Notice something subtle: the fetch() call itself fires immediately when the interpreter hits that line. It does not wait for the rest of your synchronous code to finish. The browser's network thread starts the HTTP request right away, in parallel. What does wait is the .then() callback — that only runs after the fetch resolves and the call stack is empty. So the request is already in-flight while console.log("Sync") executes. The fetch() function is synchronous; the result handling is asynchronous.

Microtasks run whenever the JavaScript stack empties. Not just between tasks — after every task, after every callback, after every event handler. The engine clears the entire microtask queue before moving on.

And here is the dangerous part: if a microtask queues another microtask, that one runs too, before any task or rendering gets a chance.
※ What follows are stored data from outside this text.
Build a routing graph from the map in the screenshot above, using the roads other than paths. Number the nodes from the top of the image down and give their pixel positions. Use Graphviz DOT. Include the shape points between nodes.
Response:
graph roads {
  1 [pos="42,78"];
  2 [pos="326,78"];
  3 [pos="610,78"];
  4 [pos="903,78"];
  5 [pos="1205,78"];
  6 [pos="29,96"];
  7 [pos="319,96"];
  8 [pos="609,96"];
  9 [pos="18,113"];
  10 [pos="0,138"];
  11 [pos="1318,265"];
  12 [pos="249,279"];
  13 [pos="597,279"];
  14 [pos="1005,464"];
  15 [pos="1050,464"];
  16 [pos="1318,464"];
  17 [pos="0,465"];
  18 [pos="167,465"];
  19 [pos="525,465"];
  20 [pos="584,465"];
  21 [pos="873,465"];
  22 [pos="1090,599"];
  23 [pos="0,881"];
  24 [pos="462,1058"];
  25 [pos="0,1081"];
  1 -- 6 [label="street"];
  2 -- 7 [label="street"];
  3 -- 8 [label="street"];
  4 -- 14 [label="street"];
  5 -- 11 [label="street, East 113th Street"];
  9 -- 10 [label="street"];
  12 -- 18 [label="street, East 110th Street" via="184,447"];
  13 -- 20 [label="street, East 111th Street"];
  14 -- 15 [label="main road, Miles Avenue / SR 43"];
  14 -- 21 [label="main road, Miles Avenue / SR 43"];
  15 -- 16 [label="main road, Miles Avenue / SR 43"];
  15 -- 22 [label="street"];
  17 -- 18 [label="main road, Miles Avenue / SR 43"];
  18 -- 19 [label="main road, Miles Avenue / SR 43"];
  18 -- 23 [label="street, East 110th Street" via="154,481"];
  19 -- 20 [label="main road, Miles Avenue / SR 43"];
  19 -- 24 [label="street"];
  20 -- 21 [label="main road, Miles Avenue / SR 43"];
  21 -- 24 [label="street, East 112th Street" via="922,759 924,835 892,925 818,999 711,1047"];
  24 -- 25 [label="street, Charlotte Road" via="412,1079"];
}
Microtasks can starve everything else:

// if you ever wanted to freeze your browser with microtasks, here's the recipe
function forever() {
  Promise.resolve().then(forever);
}
forever();

The cursor never completes its cycle. The priority station has an infinite queue. The loop marshal keeps sending the cursor through it, and the loop never gets to repaint.

Rendering

After the cursor finishes its tasks and clears the microtask queue, the loop marshal checks one more thing: does the screen need to be repainted?
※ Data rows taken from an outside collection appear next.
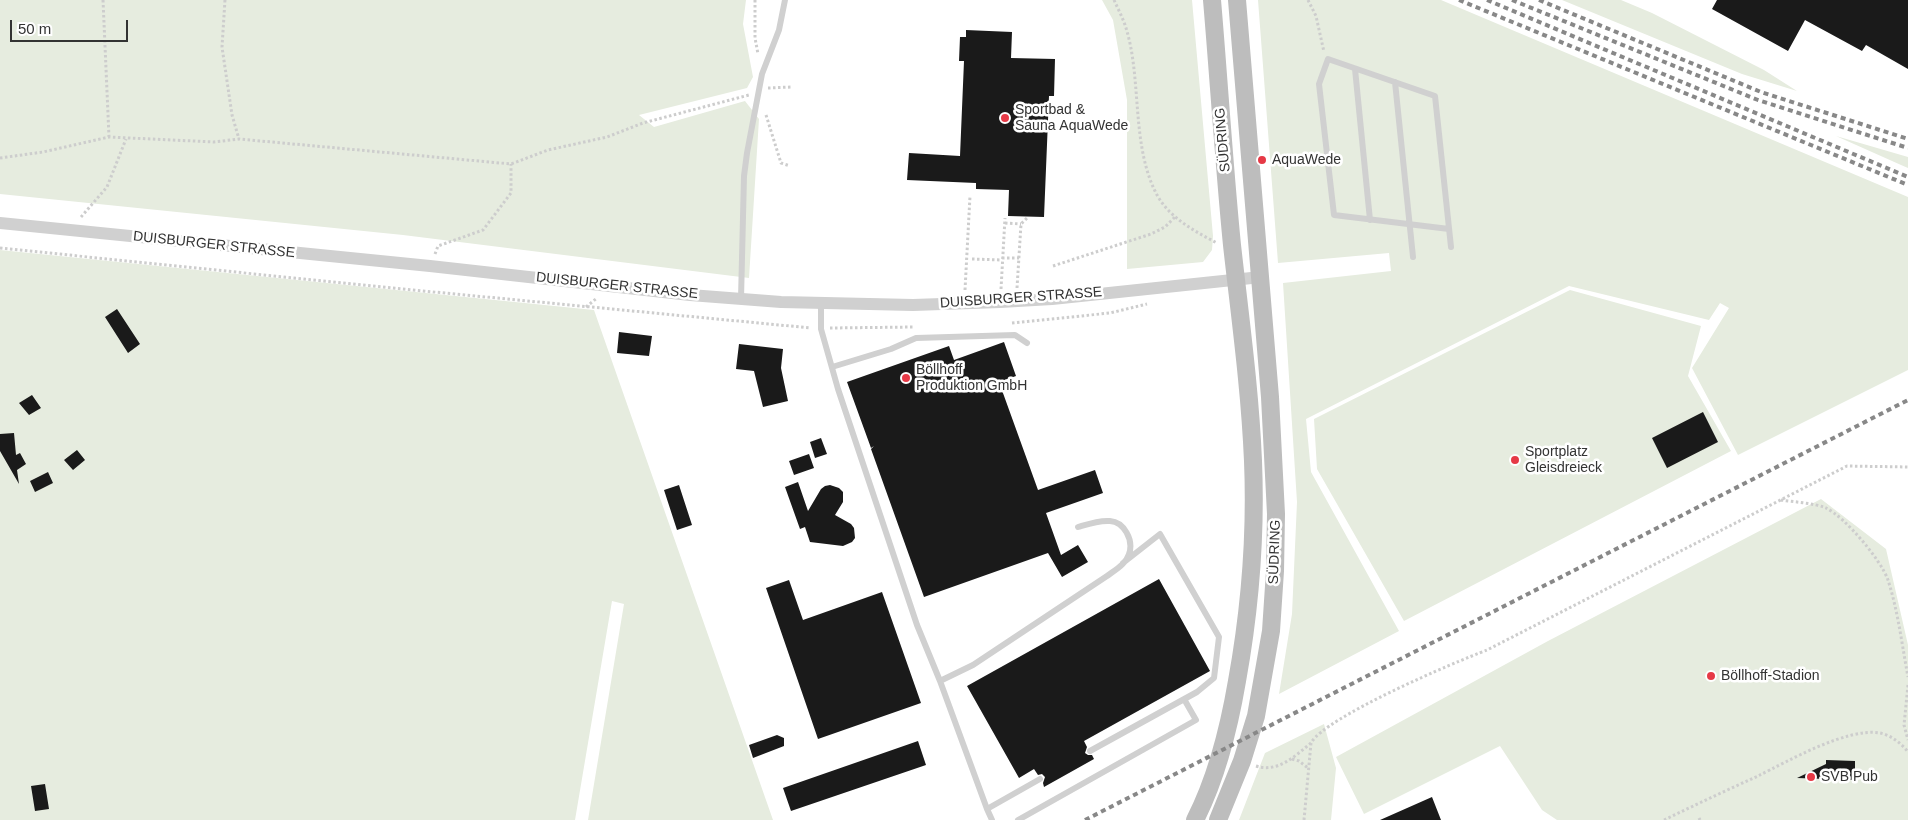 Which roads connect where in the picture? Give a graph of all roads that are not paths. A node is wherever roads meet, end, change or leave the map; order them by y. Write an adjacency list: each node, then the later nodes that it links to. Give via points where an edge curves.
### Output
1 (785, 0): 14 (lane, via 762,74 744,176)
2 (1212, 0): 13 (main road, SÜDRING)
3 (1237, 0): 12 (main road, SÜDRING)
4 (1355, 68): 5 (lane); 6 (lane); 6 (lane, via 1328,59 1320,84 1334,215)
5 (1395, 82): 8 (lane); 9 (lane, via 1435,96)
6 (1370, 220): 8 (lane)
7 (0, 223): 14 (street, DUISBURGER STRASSE)
8 (1410, 225): 9 (lane); 11 (lane)
9 (1449, 229): 10 (lane)
10 (1451, 247)
11 (1413, 257)
12 (1261, 277): 13 (street); 28 (main road, SÜDRING, via 1276,514 1271,631 1256,716)
13 (1236, 279): 15 (street, DUISBURGER STRASSE, via 1052,299 964,304); 27 (main road, SÜDRING, via 1253,464 1247,627 1232,708 1212,778)
14 (741, 299): 15 (street, DUISBURGER STRASSE)
15 (821, 303): 17 (lane, via 821,329)
16 (1027, 343): 17 (lane, via 1015,335 916,338)
17 (832, 368): 20 (lane, via 917,625)
18 (1078, 527): 19 (lane, via 1102,520 1120,524 1130,543 1130,554)
19 (1123, 563): 20 (lane, via 972,665); 21 (lane, via 1160,534 1219,637 1214,678)
20 (940, 680): 24 (lane)
21 (1184, 699): 22 (lane); 26 (lane, via 1196,720)
22 (1090, 751)
23 (1040, 779): 24 (lane)
24 (987, 809): 25 (lane)
25 (992, 820)
26 (1018, 820)
27 (1195, 820)
28 (1218, 820)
This is the rendering step. The browser may run these sub-steps:

  1. requestAnimationFrame callbacks — your chance to update animations
  2. Style calculation — computing which CSS rules apply
  3. Layout — calculating where everything goes on the page
  4. Paint — actually drawing pixels to the screen

The key word there is may. The browser is smart. If nothing visual has changed, it skips the entire rendering step. No need to repaint a screen that looks the same. This typically runs at 60 times per second (every ~16.6ms), synced to your monitor's refresh rate.
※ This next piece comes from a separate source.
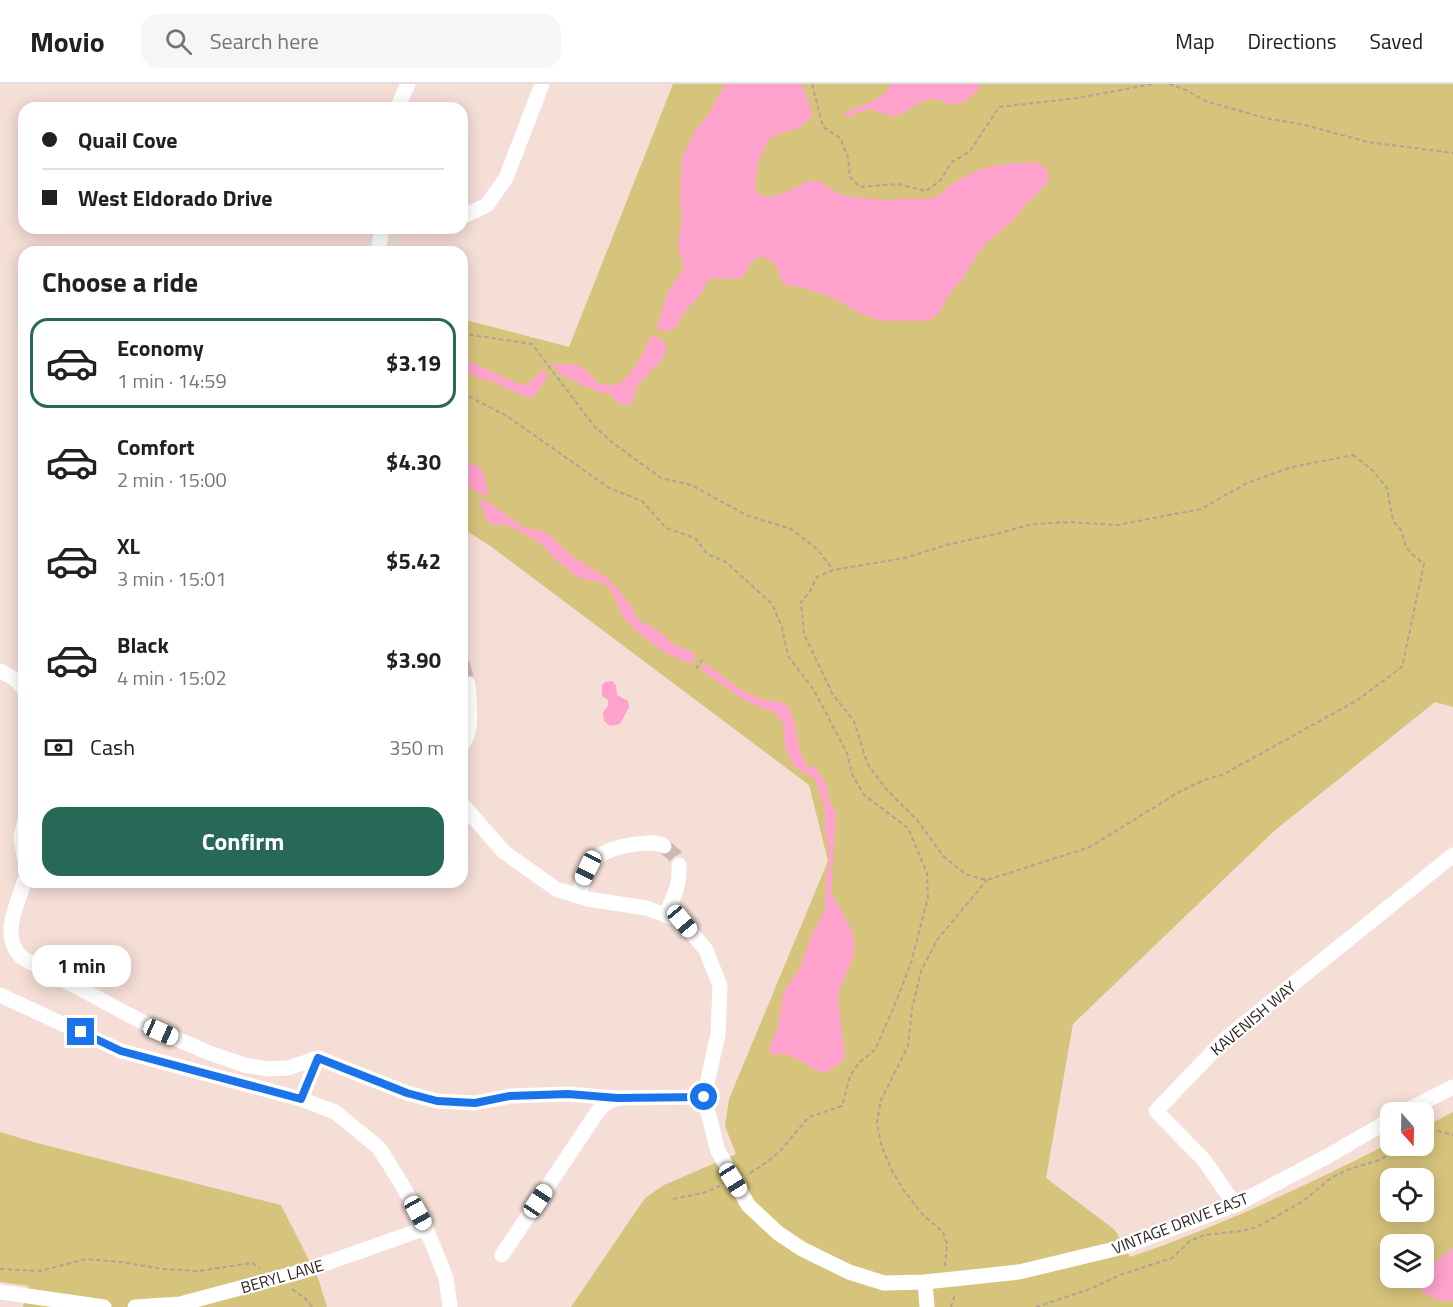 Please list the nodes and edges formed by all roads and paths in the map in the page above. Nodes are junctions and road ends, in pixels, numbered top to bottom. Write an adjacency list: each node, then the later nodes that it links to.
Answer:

requestAnimationFrame(() => {
document.body.style.background = "red";
});
 
setTimeout(() => console.log("Task"), 1000);
 
fetch("/api/starwars")
.then(res => console.log(res.json()));
· · ·

This is why long-running tasks cause jank. If your JavaScript takes 200ms to run, the browser cannot render for that entire duration. The user sees a frozen screen, unresponsive buttons, choppy animations. The cursor is hogging the loop and the paint crew cannot get in to refresh the visuals.

requestAnimationFrame is synchronized with the display's refresh rate, while setTimeout is not. A setTimeout loop might fire too often (wasting CPU) or not often enough (causing visual stutters). For animations, always use requestAnimationFrame — it is the browser telling you "now is a good time to update visuals."

The rendering step is the final piece of the cycle. After it completes (or gets skipped), the event loop starts a brand new cycle — or as it is often called, a new tick. Each tick is one full pass: run one task, drain the microtask queue, maybe render. Around and around, forever, until you close the tab.

The event loop is what lets JavaScript punch above its weight. It is a single-threaded language — it can only do one thing at a time — yet it handles timers, network requests, and user interactions without breaking a sweat. The event loop is the trick behind it: a simple, endless cycle that keeps checking "is there anything to do next?" and makes sure nothing gets forgotten.